──────── Data supplied

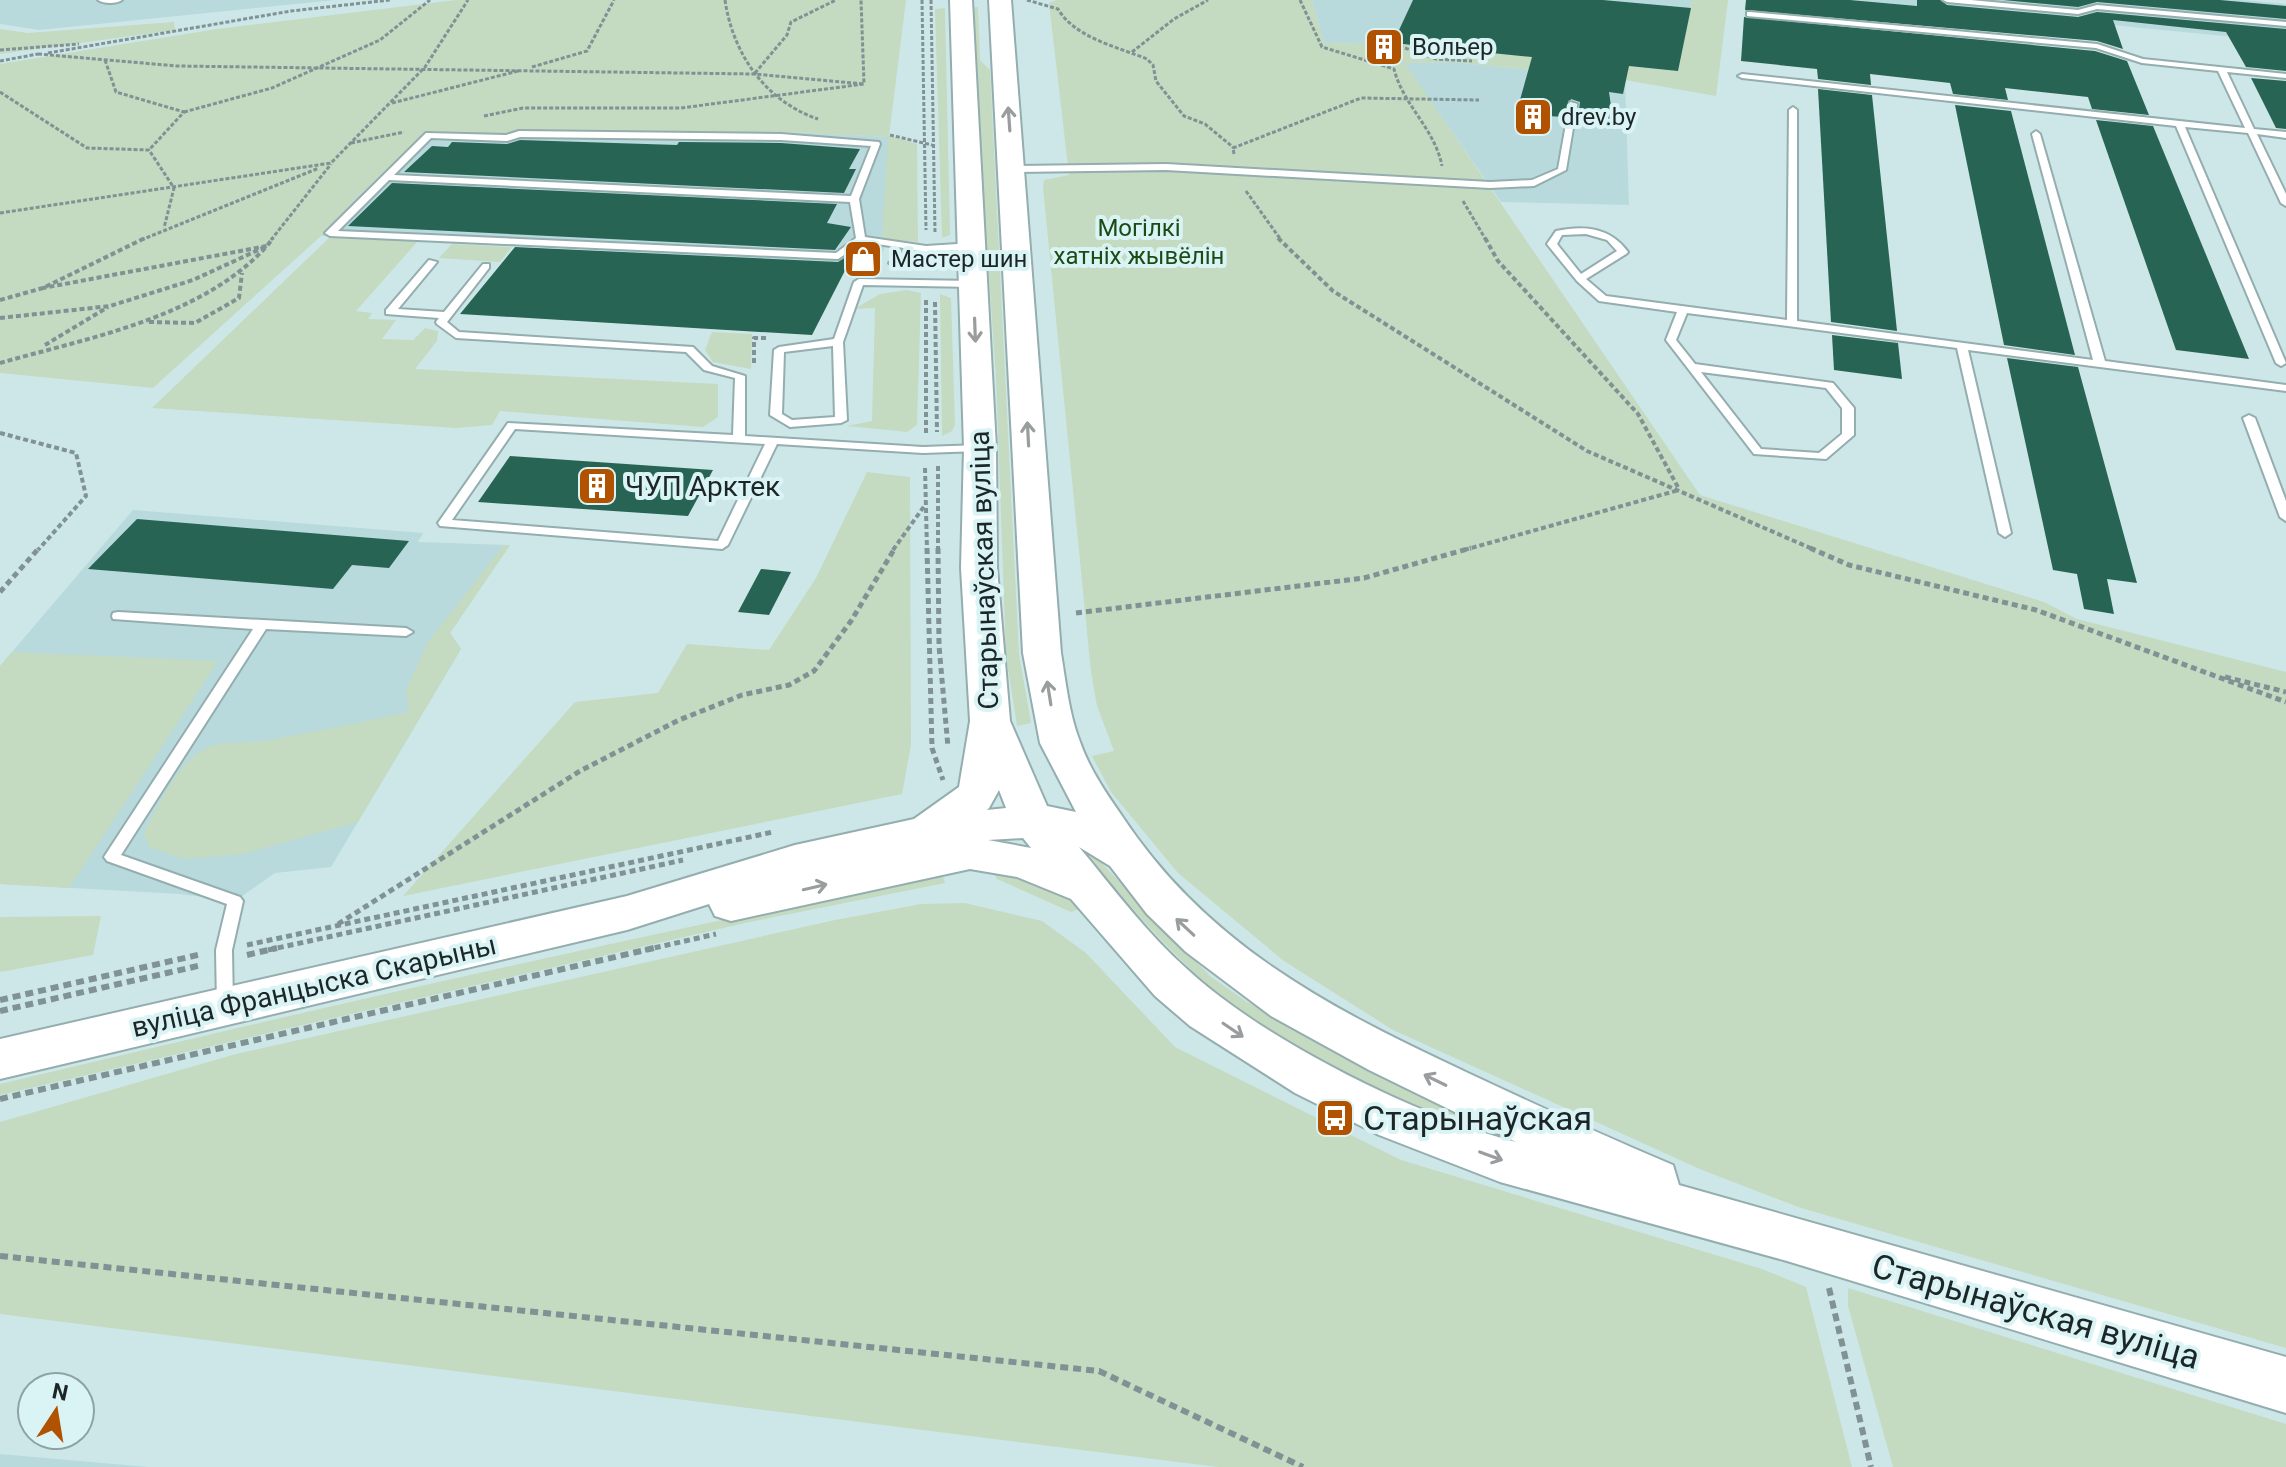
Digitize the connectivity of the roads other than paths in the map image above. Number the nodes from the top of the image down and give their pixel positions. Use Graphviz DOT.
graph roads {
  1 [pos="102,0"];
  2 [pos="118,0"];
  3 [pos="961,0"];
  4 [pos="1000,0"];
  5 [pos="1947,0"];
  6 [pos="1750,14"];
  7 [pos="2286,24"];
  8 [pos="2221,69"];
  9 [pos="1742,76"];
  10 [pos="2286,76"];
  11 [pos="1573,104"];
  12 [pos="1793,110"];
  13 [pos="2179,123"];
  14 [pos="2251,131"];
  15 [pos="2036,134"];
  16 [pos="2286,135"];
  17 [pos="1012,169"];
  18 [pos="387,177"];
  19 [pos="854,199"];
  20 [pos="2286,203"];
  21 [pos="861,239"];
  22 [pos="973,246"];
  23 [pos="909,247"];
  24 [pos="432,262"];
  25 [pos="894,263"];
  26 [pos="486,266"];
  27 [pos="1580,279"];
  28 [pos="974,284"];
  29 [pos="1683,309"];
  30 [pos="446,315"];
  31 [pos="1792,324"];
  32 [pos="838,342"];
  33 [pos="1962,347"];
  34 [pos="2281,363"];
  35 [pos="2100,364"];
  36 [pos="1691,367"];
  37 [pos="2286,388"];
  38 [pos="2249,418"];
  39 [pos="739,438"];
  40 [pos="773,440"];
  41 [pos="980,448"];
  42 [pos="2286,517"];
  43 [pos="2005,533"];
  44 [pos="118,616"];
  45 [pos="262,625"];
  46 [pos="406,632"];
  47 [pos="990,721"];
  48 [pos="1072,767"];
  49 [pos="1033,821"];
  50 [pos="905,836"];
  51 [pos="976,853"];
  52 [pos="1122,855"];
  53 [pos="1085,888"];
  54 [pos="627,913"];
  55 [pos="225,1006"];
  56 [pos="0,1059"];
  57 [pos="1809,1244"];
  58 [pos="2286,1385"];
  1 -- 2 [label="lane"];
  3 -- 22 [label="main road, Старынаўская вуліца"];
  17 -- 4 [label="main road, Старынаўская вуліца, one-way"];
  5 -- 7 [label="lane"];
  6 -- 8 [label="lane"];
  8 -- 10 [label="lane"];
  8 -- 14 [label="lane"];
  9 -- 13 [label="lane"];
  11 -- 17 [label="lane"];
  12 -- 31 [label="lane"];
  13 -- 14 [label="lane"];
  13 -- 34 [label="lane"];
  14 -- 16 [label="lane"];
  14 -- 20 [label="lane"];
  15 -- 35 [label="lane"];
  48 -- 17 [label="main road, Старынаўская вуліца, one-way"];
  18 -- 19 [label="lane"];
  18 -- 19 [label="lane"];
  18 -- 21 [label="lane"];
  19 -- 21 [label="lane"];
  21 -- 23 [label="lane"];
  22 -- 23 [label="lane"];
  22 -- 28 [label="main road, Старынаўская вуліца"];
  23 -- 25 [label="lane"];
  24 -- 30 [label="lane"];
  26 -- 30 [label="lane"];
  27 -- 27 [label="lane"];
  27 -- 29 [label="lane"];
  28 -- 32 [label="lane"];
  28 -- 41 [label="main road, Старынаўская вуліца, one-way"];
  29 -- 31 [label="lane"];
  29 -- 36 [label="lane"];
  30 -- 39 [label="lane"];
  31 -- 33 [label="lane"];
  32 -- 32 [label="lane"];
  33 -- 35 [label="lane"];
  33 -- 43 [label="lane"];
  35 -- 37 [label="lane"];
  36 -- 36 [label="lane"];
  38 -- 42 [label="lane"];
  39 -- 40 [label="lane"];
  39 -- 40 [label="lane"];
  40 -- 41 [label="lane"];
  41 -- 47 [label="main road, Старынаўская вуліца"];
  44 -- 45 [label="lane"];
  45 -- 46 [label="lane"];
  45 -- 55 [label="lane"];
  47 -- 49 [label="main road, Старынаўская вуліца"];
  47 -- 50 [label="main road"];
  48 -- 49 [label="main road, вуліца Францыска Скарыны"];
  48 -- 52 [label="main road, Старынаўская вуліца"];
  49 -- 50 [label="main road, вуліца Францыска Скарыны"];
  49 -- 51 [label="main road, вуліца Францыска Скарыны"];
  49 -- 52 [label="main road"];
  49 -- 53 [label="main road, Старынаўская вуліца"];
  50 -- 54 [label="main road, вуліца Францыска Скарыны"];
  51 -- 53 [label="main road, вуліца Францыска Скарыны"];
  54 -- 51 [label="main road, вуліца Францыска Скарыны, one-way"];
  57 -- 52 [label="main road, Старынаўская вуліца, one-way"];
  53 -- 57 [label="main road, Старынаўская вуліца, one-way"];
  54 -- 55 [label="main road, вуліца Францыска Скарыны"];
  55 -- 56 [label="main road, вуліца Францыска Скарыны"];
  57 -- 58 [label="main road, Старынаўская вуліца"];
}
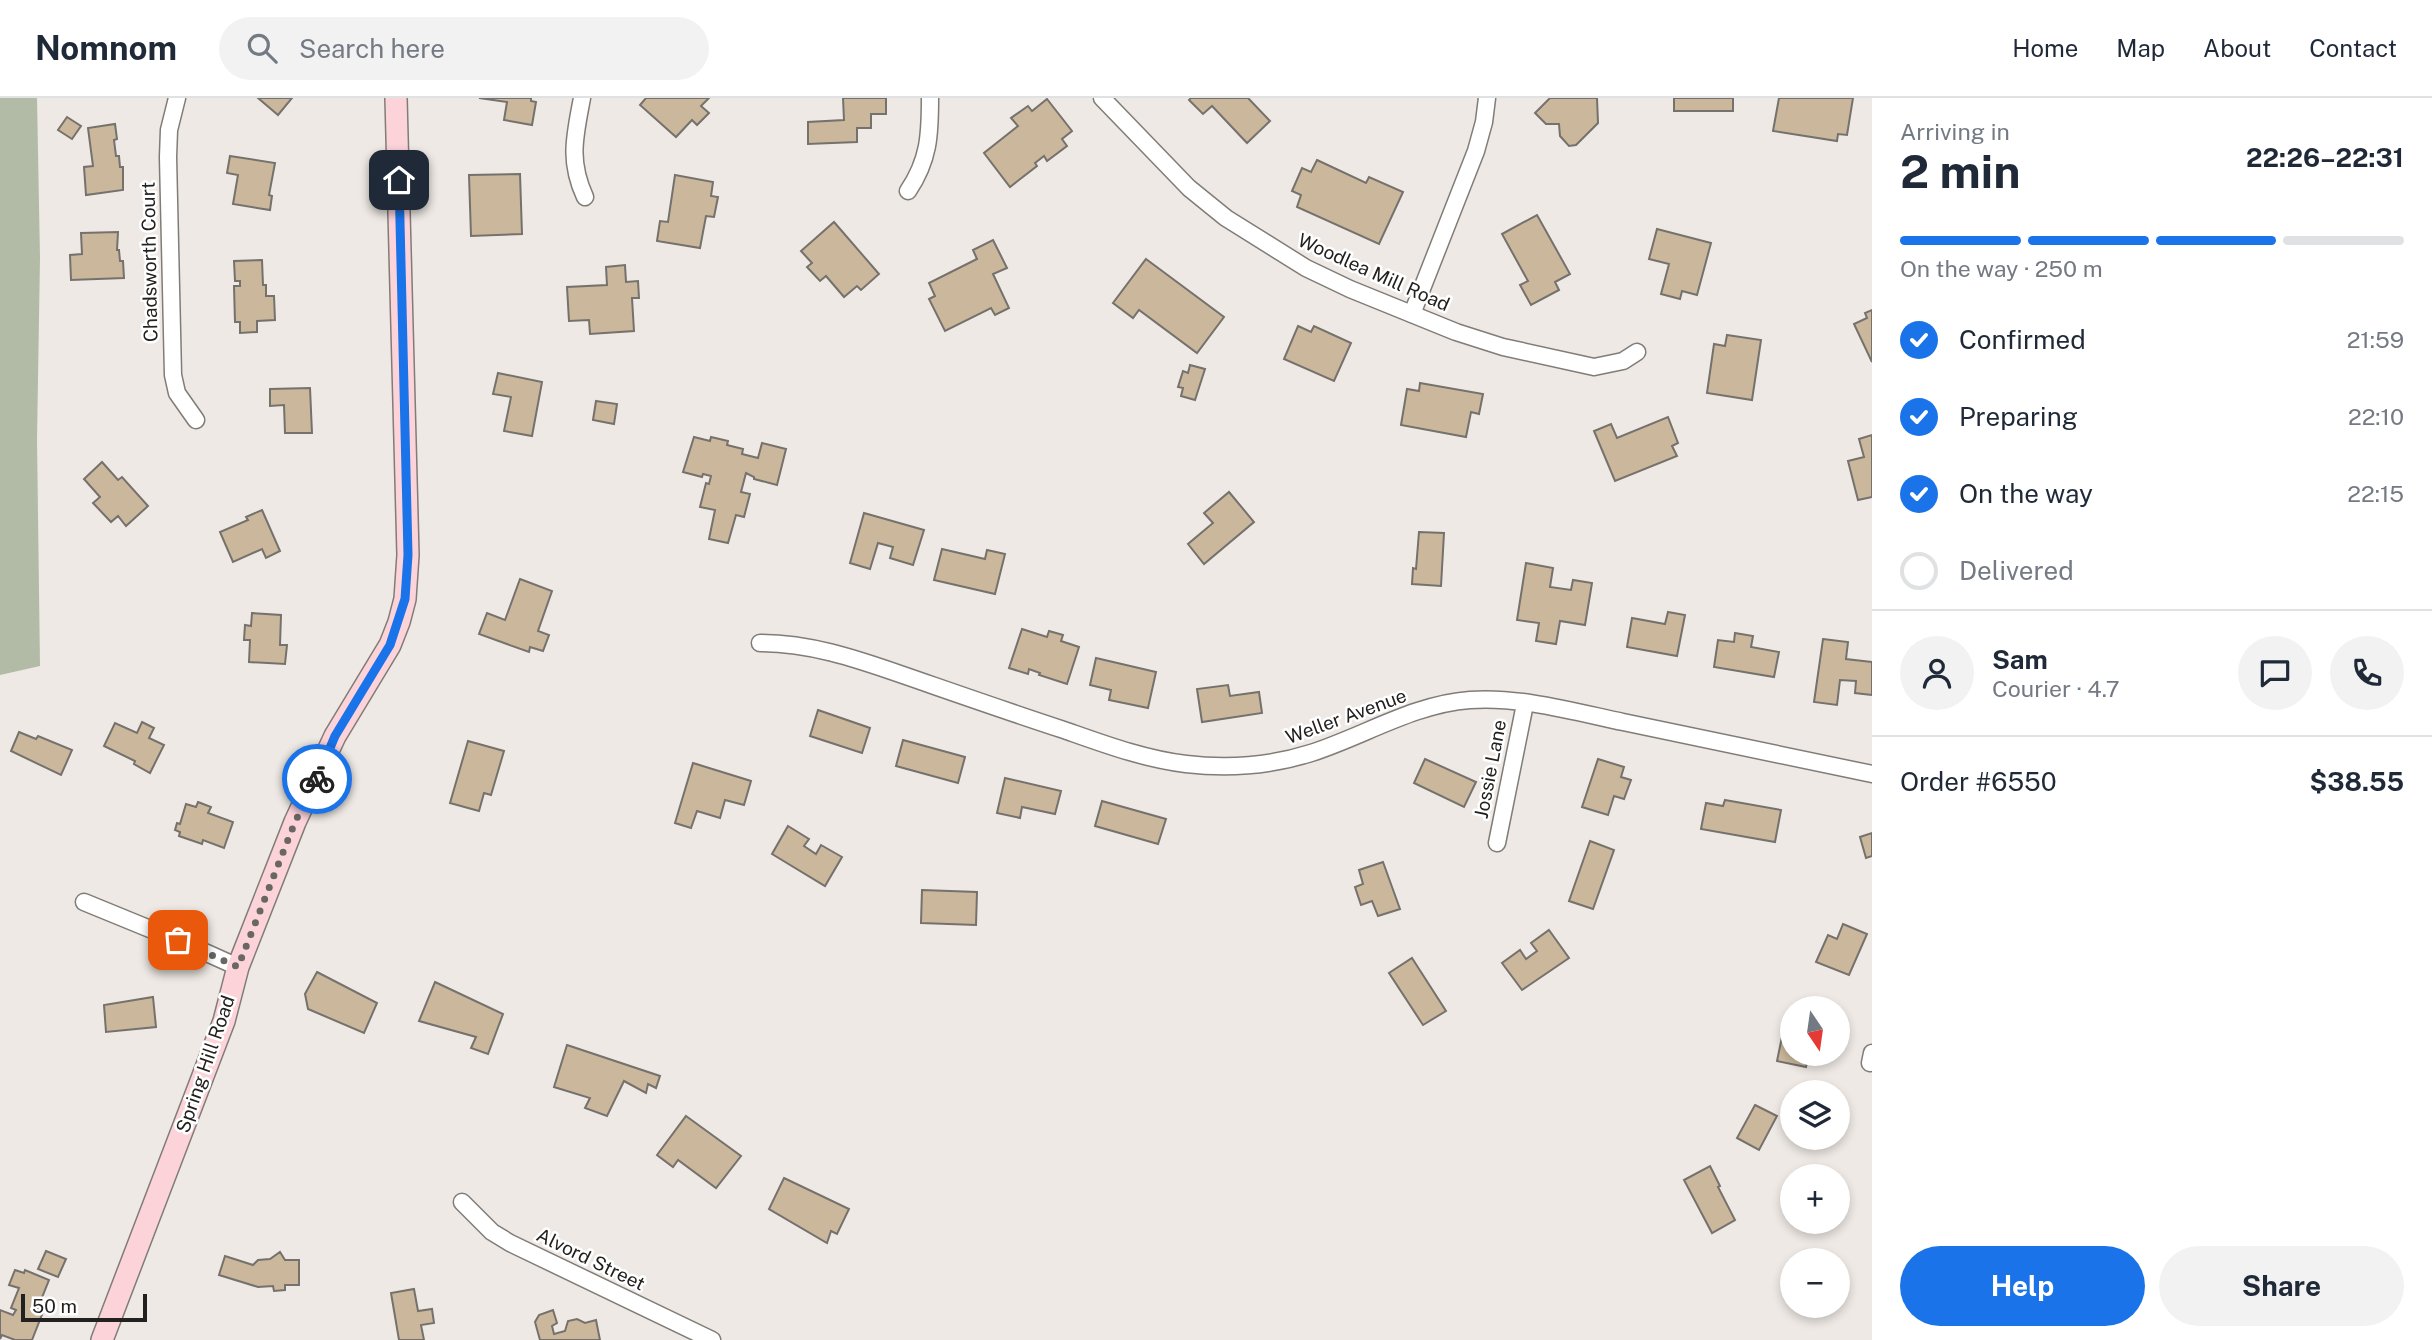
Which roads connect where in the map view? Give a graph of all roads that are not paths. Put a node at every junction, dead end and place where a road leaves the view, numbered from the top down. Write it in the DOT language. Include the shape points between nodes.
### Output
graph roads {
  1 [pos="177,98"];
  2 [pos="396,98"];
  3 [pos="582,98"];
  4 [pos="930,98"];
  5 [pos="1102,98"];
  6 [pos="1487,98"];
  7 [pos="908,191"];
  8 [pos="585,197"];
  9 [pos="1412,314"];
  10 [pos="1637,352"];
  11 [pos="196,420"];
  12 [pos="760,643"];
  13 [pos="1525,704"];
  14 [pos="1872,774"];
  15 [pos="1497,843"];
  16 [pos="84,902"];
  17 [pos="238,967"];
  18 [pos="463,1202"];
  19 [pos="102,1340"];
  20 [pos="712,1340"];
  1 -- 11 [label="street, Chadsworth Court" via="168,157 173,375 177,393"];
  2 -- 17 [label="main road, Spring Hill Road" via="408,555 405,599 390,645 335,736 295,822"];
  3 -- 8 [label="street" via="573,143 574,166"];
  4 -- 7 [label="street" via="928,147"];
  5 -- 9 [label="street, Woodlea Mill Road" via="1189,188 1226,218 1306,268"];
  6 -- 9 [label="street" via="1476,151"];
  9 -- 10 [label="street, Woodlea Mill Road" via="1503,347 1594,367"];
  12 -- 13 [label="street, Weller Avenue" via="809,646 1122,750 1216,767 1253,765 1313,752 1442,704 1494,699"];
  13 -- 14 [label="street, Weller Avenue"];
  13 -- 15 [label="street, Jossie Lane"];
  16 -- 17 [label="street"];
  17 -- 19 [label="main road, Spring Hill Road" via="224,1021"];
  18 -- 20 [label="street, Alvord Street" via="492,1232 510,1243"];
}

────────────────

(Task directions):
Tell how many lines of the listing contain the string "nodes", giving the number without any other words.

(Final answer):
2